According to the compatibility of the system we will determine their relative position:

Compatible system

Determined

$$rank(M) = rank(M') = 3$$

Determined Compatible system. The straight line and the plane are secant.

Indeterminate

$$rank (M) = rank (M') = 2$$

Indeterminate compatible system.
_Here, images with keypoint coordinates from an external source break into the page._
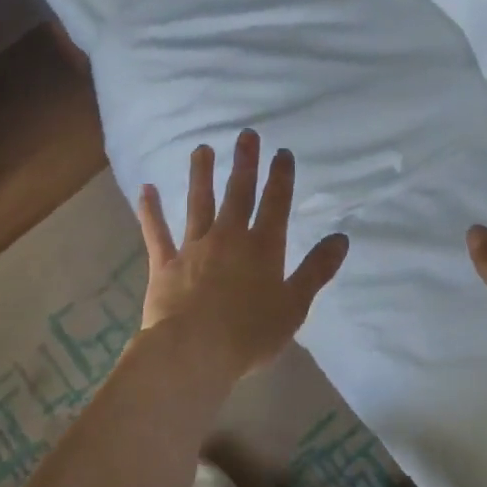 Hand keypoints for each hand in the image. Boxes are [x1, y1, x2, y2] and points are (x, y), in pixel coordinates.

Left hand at [138, 130, 350, 379]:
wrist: (193, 352)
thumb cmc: (250, 333)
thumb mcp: (294, 305)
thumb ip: (316, 270)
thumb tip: (341, 238)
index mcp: (263, 248)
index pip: (276, 204)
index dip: (280, 177)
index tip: (282, 152)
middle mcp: (229, 238)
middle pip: (238, 194)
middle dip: (244, 164)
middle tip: (246, 135)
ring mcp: (194, 248)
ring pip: (198, 204)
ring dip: (201, 175)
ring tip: (202, 149)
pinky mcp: (165, 264)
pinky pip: (157, 233)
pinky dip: (151, 211)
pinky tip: (146, 189) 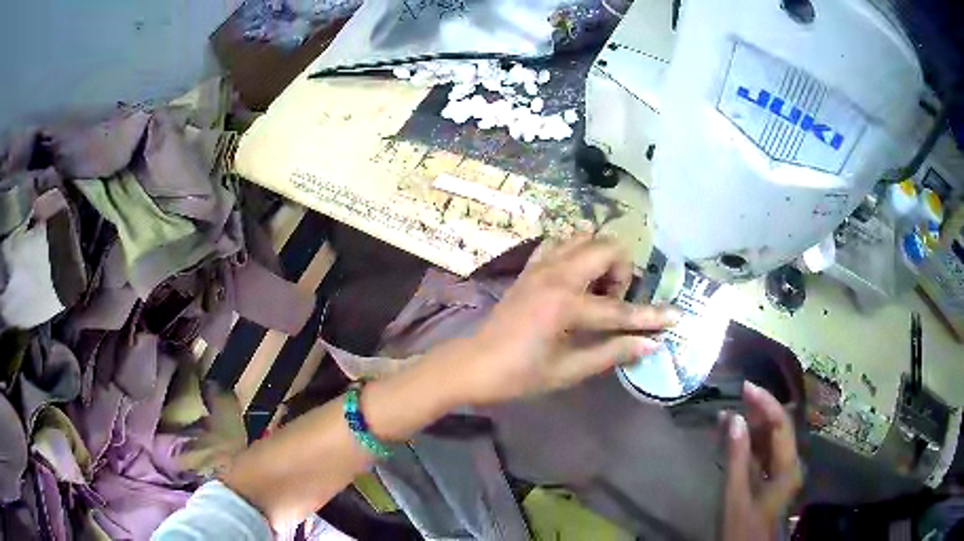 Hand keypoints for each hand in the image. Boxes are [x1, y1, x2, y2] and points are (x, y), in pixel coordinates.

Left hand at [456, 235, 678, 404]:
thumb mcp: (568, 370)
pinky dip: (577, 250)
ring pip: (585, 238)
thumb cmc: (519, 375)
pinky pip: (560, 243)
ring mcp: (540, 266)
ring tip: (596, 291)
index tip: (677, 316)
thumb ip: (612, 353)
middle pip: (607, 248)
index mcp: (565, 305)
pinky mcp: (530, 267)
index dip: (651, 317)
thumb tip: (651, 344)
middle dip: (622, 272)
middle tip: (615, 303)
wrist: (474, 365)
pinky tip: (577, 276)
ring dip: (601, 259)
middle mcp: (556, 275)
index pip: (621, 310)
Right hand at [721, 381, 802, 540]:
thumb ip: (737, 457)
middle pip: (778, 427)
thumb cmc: (743, 526)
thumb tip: (735, 419)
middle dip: (759, 409)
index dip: (766, 402)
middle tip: (738, 393)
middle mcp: (789, 462)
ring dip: (752, 424)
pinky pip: (761, 451)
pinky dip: (747, 441)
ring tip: (729, 412)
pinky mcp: (769, 477)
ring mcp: (780, 469)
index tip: (746, 387)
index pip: (781, 424)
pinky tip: (732, 433)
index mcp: (788, 466)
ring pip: (769, 438)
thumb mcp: (736, 495)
The solutions depend on a parameter. The straight line is contained in the plane.

Incompatible system

$$rank (M) = 2 \neq rank (M') = 3$$

Incompatible system. The straight line and the plane are parallel.

Determine the relative position of the straight line $$r: (x, y, z) = (2,-1, 0) + k \cdot (1, 2, 1)$$ and the plane $$ \pi: (x, y, z) = (5, 0, 0) + l \cdot (3, 0, 1) + m \cdot (4,-1, 1)$$

We start by considering the matrix which columns are the components of the three director vectors (2 of the plane and 1 of the straight line) and we find its rank:

$$$ |M| = \left|\begin{matrix} 1 & 3&4 \\ 2 & 0 & -1 \\ 1 & 1 & 1 \end{matrix}\right|=0$$$

Therefore $$rank (M) = 2$$, and the straight line will be contained or it will be parallel to the plane.

To see what case we are faced with, we can take a point of the straight line $$P$$ and look to see if it belongs to the plane $$\pi$$.

$$$P=(2,-1,0)$$$

We substitute in $$\pi$$:

$$$\begin{array}{rcl}2 &=& 5 + 3 \cdot l +4 \cdot m\\ -1 &=& -m \\ 0 & =& l+m\end{array}$$$

Therefore $$m = 1, l =-1$$, and we see that the point does not belong to the plane.

Thus, the straight line and the plane are parallel.